** What you should do **
Quote the records that follow in full, leaving the pictures out.

** Exercise material **
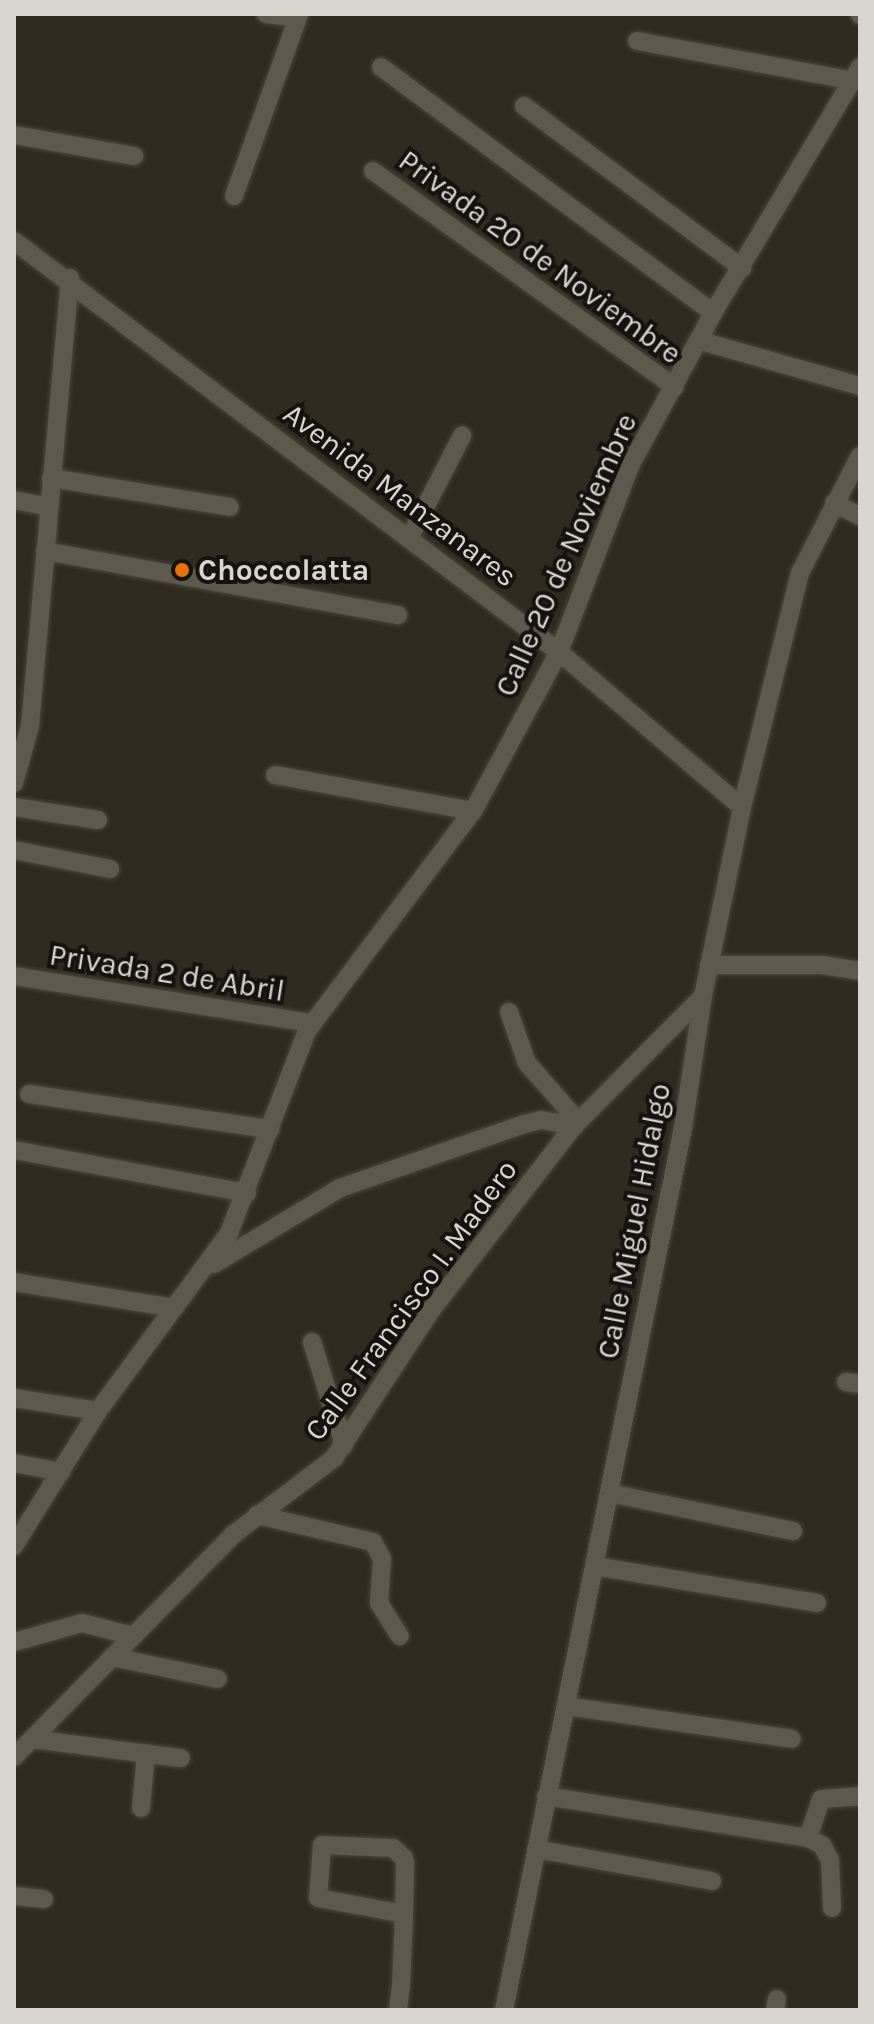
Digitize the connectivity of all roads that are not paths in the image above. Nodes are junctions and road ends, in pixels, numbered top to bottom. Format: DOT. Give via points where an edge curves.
graph roads {
  1 [pos="266,14"];
  2 [pos="298,16"];
  3 [pos="637,41"];
  4 [pos="381,67"];
  5 [pos="855,74"];
  6 [pos="524,106"];
  7 [pos="14,135"];
  8 [pos="134,156"];
  9 [pos="373,171"];
  10 [pos="234,196"];
  11 [pos="14,241"];
  12 [pos="742,268"];
  13 [pos="70,278"];
  14 [pos="713,313"];
  15 [pos="701,341"];
  16 [pos="860,386"];
  17 [pos="675,387"];
  18 [pos="462,436"];
  19 [pos="860,456"];
  20 [pos="51,478"];
  21 [pos="14,500"];
  22 [pos="834,503"];
  23 [pos="49,507"];
  24 [pos="230,507"];
  25 [pos="860,516"];
  26 [pos="410,537"];
  27 [pos="45,551"];
  28 [pos="398,615"];
  29 [pos="559,652"];
  30 [pos="275,775"];
  31 [pos="14,783"];
  32 [pos="14,807"];
  33 [pos="742,807"];
  34 [pos="473,811"];
  35 [pos="98,820"];
  36 [pos="14,850"];
  37 [pos="110,869"];
  38 [pos="709,965"];
  39 [pos="860,971"];
  40 [pos="14,976"];
  41 [pos="703,996"];
  42 [pos="509,1012"];
  43 [pos="312,1023"];
  44 [pos="29,1094"];
  45 [pos="576,1124"];
  46 [pos="270,1129"];
  47 [pos="14,1150"];
  48 [pos="247,1193"];
  49 [pos="208,1268"];
  50 [pos="14,1282"];
  51 [pos="174,1308"];
  52 [pos="312,1342"];
  53 [pos="14,1398"];
  54 [pos="98,1411"];
  55 [pos="344,1445"];
  56 [pos="14,1463"];
  57 [pos="61,1472"];
  58 [pos="609,1493"];
  59 [pos="257,1515"];
  60 [pos="793,1531"];
  61 [pos="14,1546"];
  62 [pos="594,1566"];
  63 [pos="817,1603"];
  64 [pos="133,1636"];
  65 [pos="400,1636"];
  66 [pos="14,1642"];
  67 [pos="112,1657"];
  68 [pos="218,1679"];
  69 [pos="566,1706"];
  70 [pos="32,1739"];
  71 [pos="792,1739"];
  72 [pos="146,1753"];
  73 [pos="14,1757"];
  74 [pos="181,1758"];
  75 [pos="546,1796"];
  76 [pos="860,1796"];
  77 [pos="141,1808"];
  78 [pos="808,1838"];
  79 [pos="536,1849"];
  80 [pos="712,1881"];
  81 [pos="14,1896"];
  82 [pos="44,1899"];
  83 [pos="832,1908"];
  84 [pos="404,1914"];
  85 [pos="398,2010"];
  86 [pos="504,2010"];
  1 -- 2 [label="street"];
  2 -- 10 [label="street"];
  3 -- 5 [label="street"];
  4 -- 14 [label="street"];
  5 -- 12 [label="street, Calle 20 de Noviembre"];
  6 -- 12 [label="street"];
  7 -- 8 [label="street"];
  9 -- 17 [label="street, Privada 20 de Noviembre"];
  11 -- 13 [label="street, Avenida Manzanares"];
  12 -- 14 [label="street, Calle 20 de Noviembre"];
  13 -- 20 [label="street"];
  13 -- 26 [label="street, Avenida Manzanares"];
  14 -- 15 [label="street, Calle 20 de Noviembre"];
  15 -- 16 [label="street"];
  15 -- 17 [label="street, Calle 20 de Noviembre"];
  17 -- 29 [label="street, Calle 20 de Noviembre" via="630,466"];
  18 -- 26 [label="street"];
  19 -- 22 [label="street, Calle Miguel Hidalgo"];
  20 -- 23 [label="street"];
  20 -- 24 [label="street"];
  21 -- 23 [label="street"];
  22 -- 25 [label="street"];
  22 -- 33 [label="street, Calle Miguel Hidalgo" via="800,573"];
  23 -- 27 [label="street"];
  26 -- 29 [label="street, Avenida Manzanares"];
  27 -- 28 [label="street"];
  27 -- 31 [label="street" via="30,726"];
  29 -- 33 [label="street, Avenida Manzanares"];
  29 -- 34 [label="street, Calle 20 de Noviembre"];
  30 -- 34 [label="street"];
  32 -- 35 [label="street"];
  33 -- 38 [label="street, Calle Miguel Hidalgo"];
  34 -- 43 [label="street, Calle 20 de Noviembre"];
  36 -- 37 [label="street"];
  38 -- 39 [label="street" via="823,965"];
  38 -- 41 [label="street, Calle Miguel Hidalgo"];
  40 -- 43 [label="street, Privada 2 de Abril"];
  41 -- 45 [label="street, Calle Francisco I. Madero"];
  41 -- 58 [label="street, Calle Miguel Hidalgo" via="683,1128"];
  42 -- 45 [label="street" via="527,1063"];
  43 -- 46 [label="street, Calle 20 de Noviembre"];
  44 -- 46 [label="street"];
  45 -- 49 [label="street" via="525,1124 340,1188"];
  45 -- 55 [label="street, Calle Francisco I. Madero" via="432,1309"];
  46 -- 48 [label="street, Calle 20 de Noviembre"];
  47 -- 48 [label="street"];
  48 -- 49 [label="street, Calle 20 de Noviembre"];
  49 -- 51 [label="street, Calle 20 de Noviembre"];
  50 -- 51 [label="street"];
  51 -- 54 [label="street, Calle 20 de Noviembre"];
  52 -- 55 [label="street"];
  53 -- 54 [label="street"];
  54 -- 57 [label="street, Calle 20 de Noviembre"];
  55 -- 59 [label="street, Calle Francisco I. Madero" via="316,1475"];
  56 -- 57 [label="street"];
  57 -- 61 [label="street, Calle 20 de Noviembre"];
  58 -- 60 [label="street"];
  58 -- 62 [label="street, Calle Miguel Hidalgo"];
  59 -- 64 [label="street, Calle Francisco I. Madero"];
  59 -- 65 [label="street" via="373,1542 382,1559 381,1610"];
  62 -- 63 [label="street"];
  62 -- 69 [label="street, Calle Miguel Hidalgo"];
  64 -- 66 [label="street" via="82,1623"];
  64 -- 67 [label="street, Calle Francisco I. Madero"];
  67 -- 68 [label="street"];
  67 -- 70 [label="street, Calle Francisco I. Madero"];
  69 -- 71 [label="street"];
  69 -- 75 [label="street, Calle Miguel Hidalgo"];
  70 -- 72 [label="street"];
  70 -- 73 [label="street, Calle Francisco I. Madero"];
  72 -- 74 [label="street"];
  72 -- 77 [label="street"];
  75 -- 78 [label="street"];
  75 -- 79 [label="street, Calle Miguel Hidalgo"];
  76 -- 78 [label="street" via="821,1799"];
  78 -- 83 [label="street" via="822,1845 830,1860"];
  79 -- 80 [label="street"];
  79 -- 86 [label="street, Calle Miguel Hidalgo"];
  81 -- 82 [label="street"];
  84 -- 84 [label="street" via="401,1852 322,1845 318,1898"];
  84 -- 85 [label="street"];
}
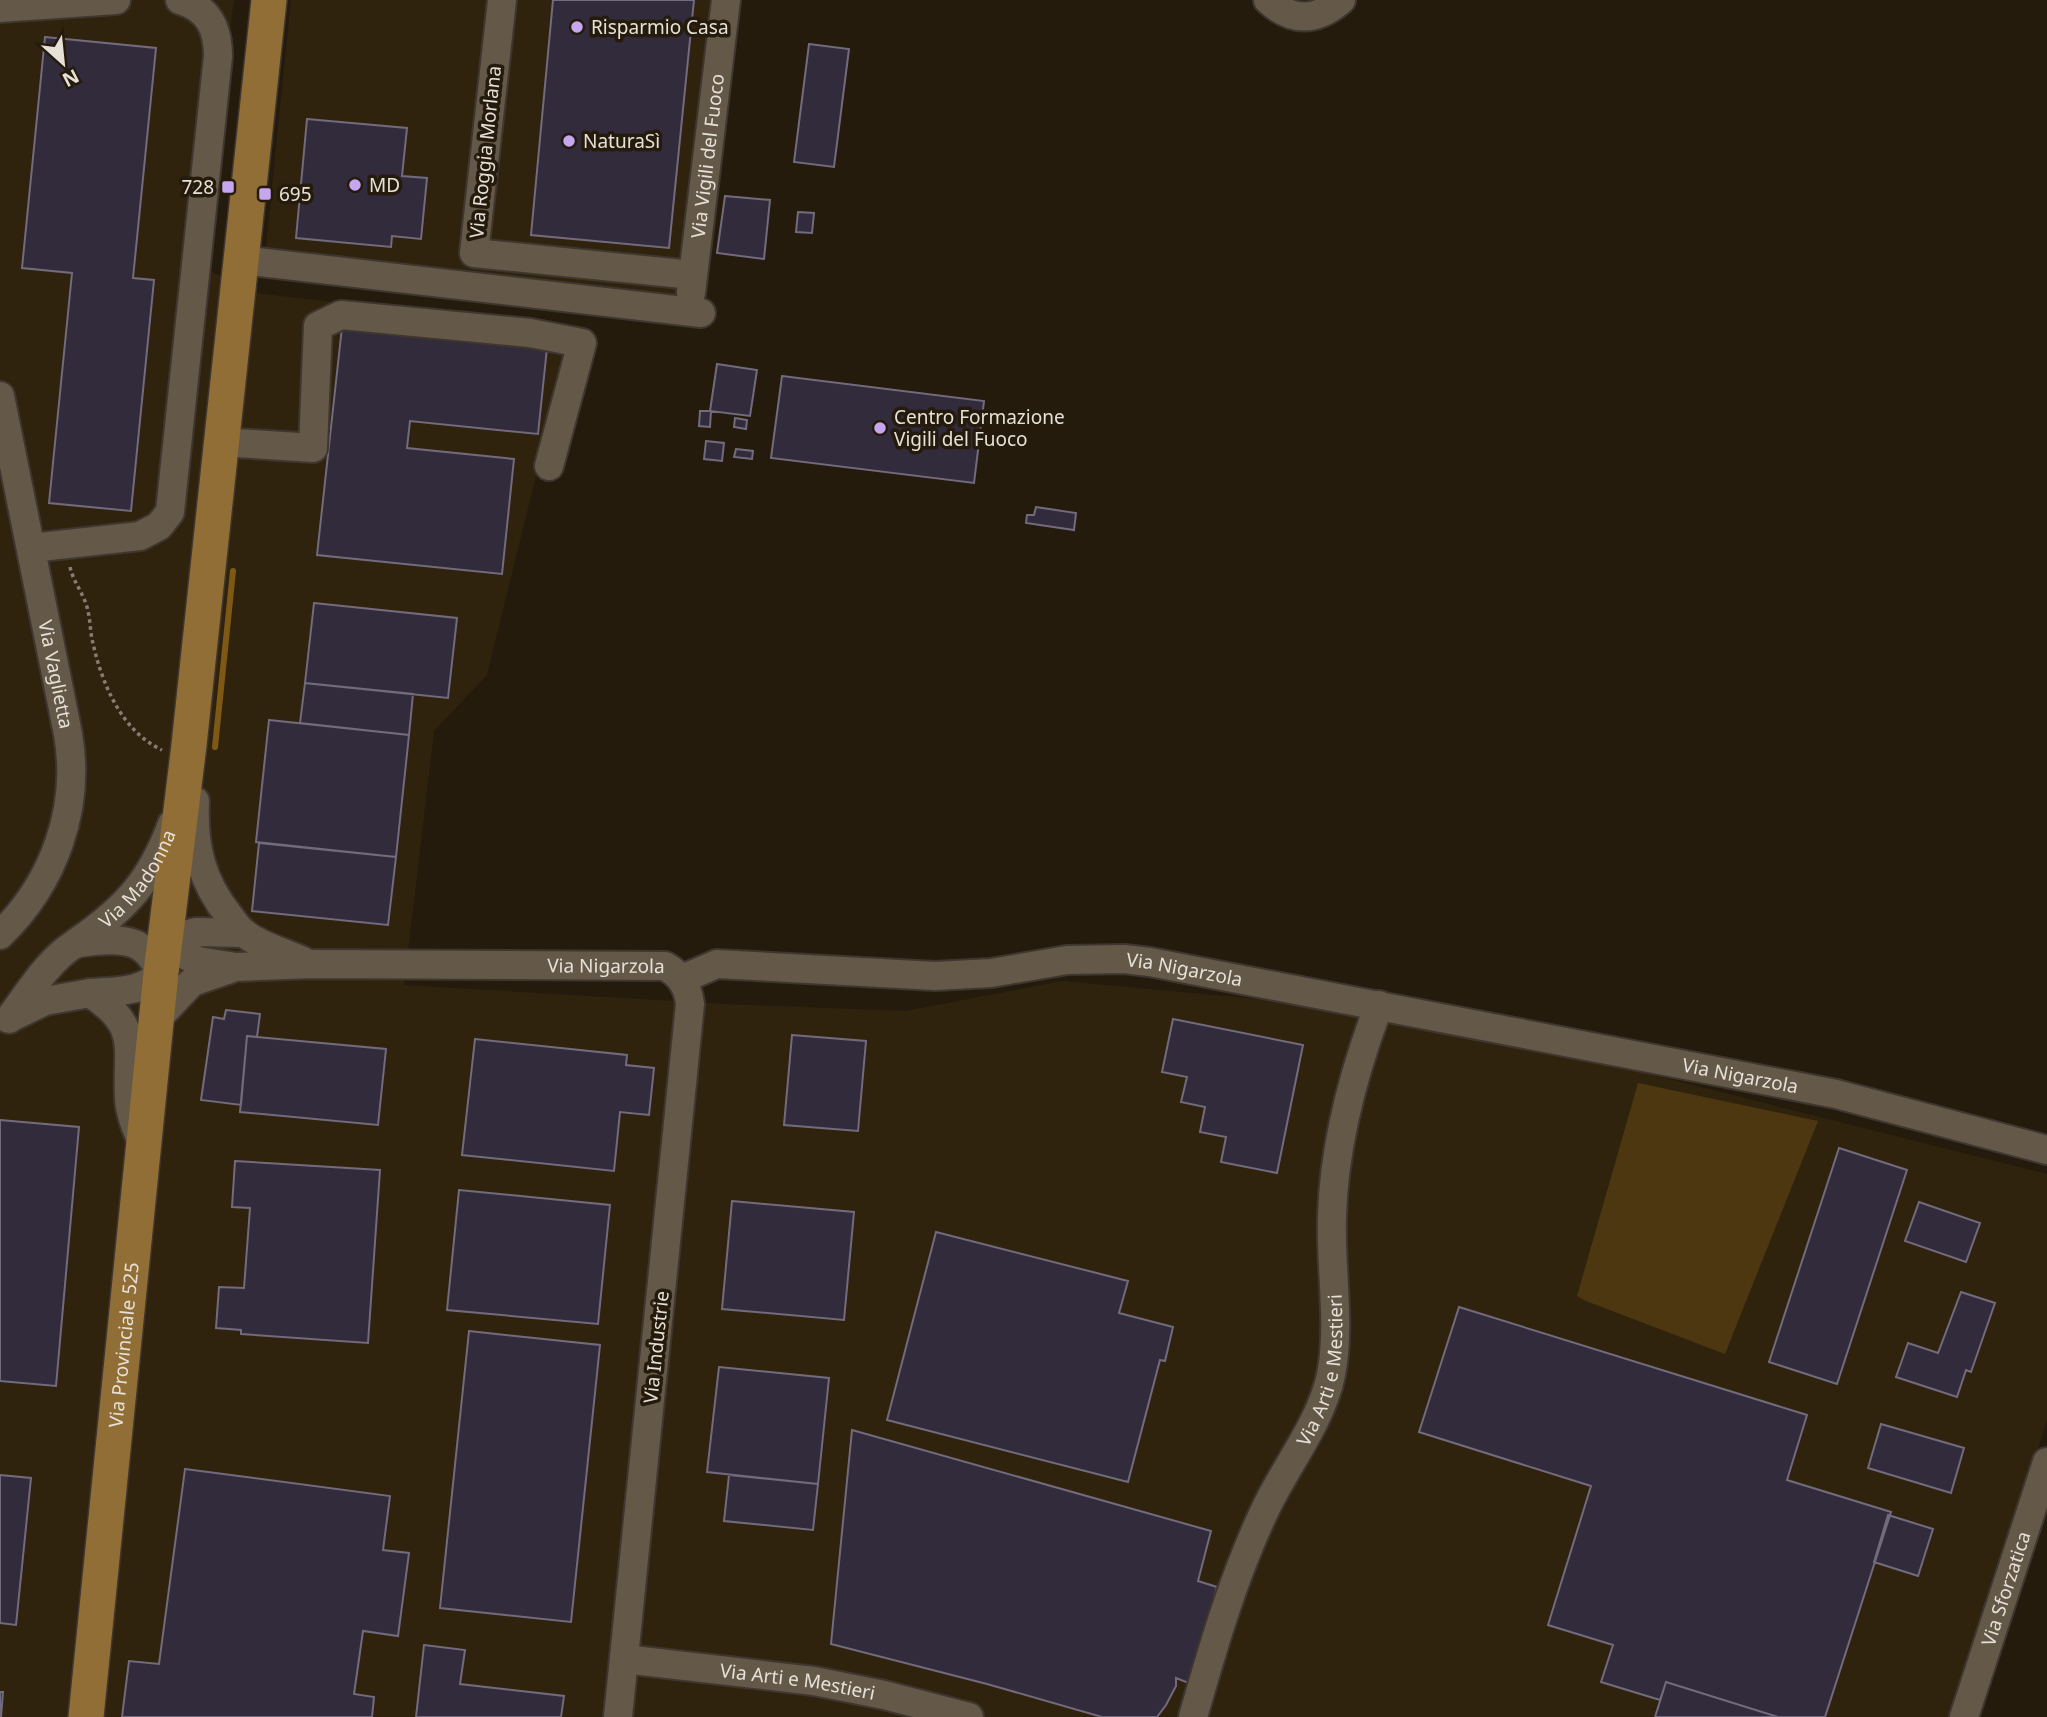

** Task answer **
Digitize the connectivity of all roads that are not paths in the image above. Nodes are junctions and road ends, in pixels, numbered top to bottom. Format: DOT. Give via points where an edge curves.
graph roads {
  1 [pos="266,14"];
  2 [pos="298,16"];
  3 [pos="637,41"];
  4 [pos="381,67"];
  5 [pos="855,74"];
  6 [pos="524,106"];
  7 [pos="14,135"];
  8 [pos="134,156"];
  9 [pos="373,171"];
  10 [pos="234,196"];
  11 [pos="14,241"];
  12 [pos="742,268"];
  13 [pos="70,278"];
  14 [pos="713,313"];
  15 [pos="701,341"];
  16 [pos="860,386"];
  17 [pos="675,387"];
  18 [pos="462,436"];
  19 [pos="860,456"];
  20 [pos="51,478"];
  21 [pos="14,500"];
  22 [pos="834,503"];
  23 [pos="49,507"];
  24 [pos="230,507"];
  25 [pos="860,516"];
  26 [pos="410,537"];
  27 [pos="45,551"];
  28 [pos="398,615"];
  29 [pos="559,652"];
  30 [pos="275,775"];
  31 [pos="14,783"];
  32 [pos="14,807"];
  33 [pos="742,807"];
  34 [pos="473,811"];
  35 [pos="98,820"];
  36 [pos="14,850"];
  37 [pos="110,869"];
  38 [pos="709,965"];
  39 [pos="860,971"];
  40 [pos="14,976"];
  41 [pos="703,996"];
  42 [pos="509,1012"];
  43 [pos="312,1023"];
  44 [pos="29,1094"];
  45 [pos="576,1124"];
  46 [pos="270,1129"];
  47 [pos="14,1150"];
  48 [pos="247,1193"];
  49 [pos="208,1268"];
  50 [pos="14,1282"];
  51 [pos="174,1308"];
  52 [pos="312,1342"];
  53 [pos="14,1398"];
  54 [pos="98,1411"];
  55 [pos="344,1445"];
  56 [pos="14,1463"];
  57 [pos="61,1472"];
  58 [pos="609,1493"];
  59 [pos="257,1515"];
  60 [pos="793,1531"];
  61 [pos="14,1546"];
  62 [pos="594,1566"];
  63 [pos="817,1603"];
  64 [pos="133,1636"];
  65 [pos="400,1636"];
  66 [pos="14,1642"];
  67 [pos="112,1657"];
  68 [pos="218,1679"];
  69 [pos="566,1706"];
  70 [pos="32,1739"];
  71 [pos="792,1739"];
  72 [pos="146,1753"];
  73 [pos="14,1757"];
  74 [pos="181,1758"];
  75 [pos="546,1796"];
  76 [pos="860,1796"];
  77 [pos="141,1808"];
  78 [pos="808,1838"];
  79 [pos="536,1849"];
  80 [pos="712,1881"];
  81 [pos="14,1896"];
  82 [pos="44,1899"];
  83 [pos="832,1908"];
  84 [pos="404,1914"];
  85 [pos="398,2010"];
  86 [pos="504,2010"];
  1 -- 2 [label="street"];
  2 -- 10 [label="street"];
  3 -- 5 [label="street"];
  4 -- 14 [label="street"];
  5 -- 12 [label="street, Calle 20 de Noviembre"];
  6 -- 12 [label="street"];
  7 -- 8 [label="street"];
  9 -- 17 [label="street, Privada 20 de Noviembre"];
  11 -- 13 [label="street, Avenida Manzanares"];
  12 -- 14 [label="street, Calle 20 de Noviembre"];
  13 -- 20 [label="street"];
  13 -- 26 [label="street, Avenida Manzanares"];
  14 -- 15 [label="street, Calle 20 de Noviembre"];
  15 -- 16 [label="street"];
  15 -- 17 [label="street, Calle 20 de Noviembre"];
  17 -- 29 [label="street, Calle 20 de Noviembre" via="630,466"];
  18 -- 26 [label="street"];
  19 -- 22 [label="street, Calle Miguel Hidalgo"];
  20 -- 23 [label="street"];
  20 -- 24 [label="street"];
  21 -- 23 [label="street"];
  22 -- 25 [label="street"];
  22 -- 33 [label="street, Calle Miguel Hidalgo" via="800,573"];
  23 -- 27 [label="street"];
  26 -- 29 [label="street, Avenida Manzanares"];
  27 -- 28 [label="street"];
  27 -- 31 [label="street" via="30,726"];
  29 -- 33 [label="street, Avenida Manzanares"];
  29 -- 34 [label="street, Calle 20 de Noviembre"];
  30 -- 34 [label="street"];
  32 -- 35 [label="street"];
  33 -- 38 [label="street, Calle Miguel Hidalgo"];
  34 -- 43 [label="street, Calle 20 de Noviembre"];
  36 -- 37 [label="street"];
  38 -- 39 [label="street" via="823,965"];
  38 -- 41 [label="street, Calle Miguel Hidalgo"];
  40 -- 43 [label="street, Privada 2 de Abril"];
  41 -- 45 [label="street, Calle Francisco I. Madero"];
  41 -- 58 [label="street, Calle Miguel Hidalgo" via="683,1128"];
  42 -- 45 [label="street" via="527,1063"];
  43 -- 46 [label="street, Calle 20 de Noviembre"];
  44 -- 46 [label="street"];
  45 -- 49 [label="street" via="525,1124 340,1188"];
  45 -- 55 [label="street, Calle Francisco I. Madero" via="432,1309"];
  46 -- 48 [label="street, Calle 20 de Noviembre"];
  47 -- 48 [label="street"];
  48 -- 49 [label="street, Calle 20 de Noviembre"];
  49 -- 51 [label="street, Calle 20 de Noviembre"];
  50 -- 51 [label="street"];
  51 -- 54 [label="street, Calle 20 de Noviembre"];
  52 -- 55 [label="street"];
  53 -- 54 [label="street"];
  54 -- 57 [label="street, Calle 20 de Noviembre"];
  55 -- 59 [label="street, Calle Francisco I. Madero" via="316,1475"];
  56 -- 57 [label="street"];
  57 -- 61 [label="street, Calle 20 de Noviembre"];
  58 -- 60 [label="street"];
  58 -- 62 [label="street, Calle Miguel Hidalgo"];
  59 -- 64 [label="street, Calle Francisco I. Madero"];
  59 -- 65 [label="street" via="373,1542 382,1559 381,1610"];
  62 -- 63 [label="street"];
  62 -- 69 [label="street, Calle Miguel Hidalgo"];
  64 -- 66 [label="street" via="82,1623"];
  64 -- 67 [label="street, Calle Francisco I. Madero"];
  67 -- 68 [label="street"];
  67 -- 70 [label="street, Calle Francisco I. Madero"];
  69 -- 71 [label="street"];
  69 -- 75 [label="street, Calle Miguel Hidalgo"];
  70 -- 72 [label="street"];
  70 -- 73 [label="street, Calle Francisco I. Madero"];
  72 -- 74 [label="street"];
  72 -- 77 [label="street"];
  75 -- 78 [label="street"];
  75 -- 79 [label="street, Calle Miguel Hidalgo"];
  76 -- 78 [label="street" via="821,1799"];
  78 -- 83 [label="street" via="822,1845 830,1860"];
  79 -- 80 [label="street"];
  79 -- 86 [label="street, Calle Miguel Hidalgo"];
  81 -- 82 [label="street"];
  84 -- 84 [label="street" via="401,1852 322,1845 318,1898"];
  84 -- 85 [label="street"];
}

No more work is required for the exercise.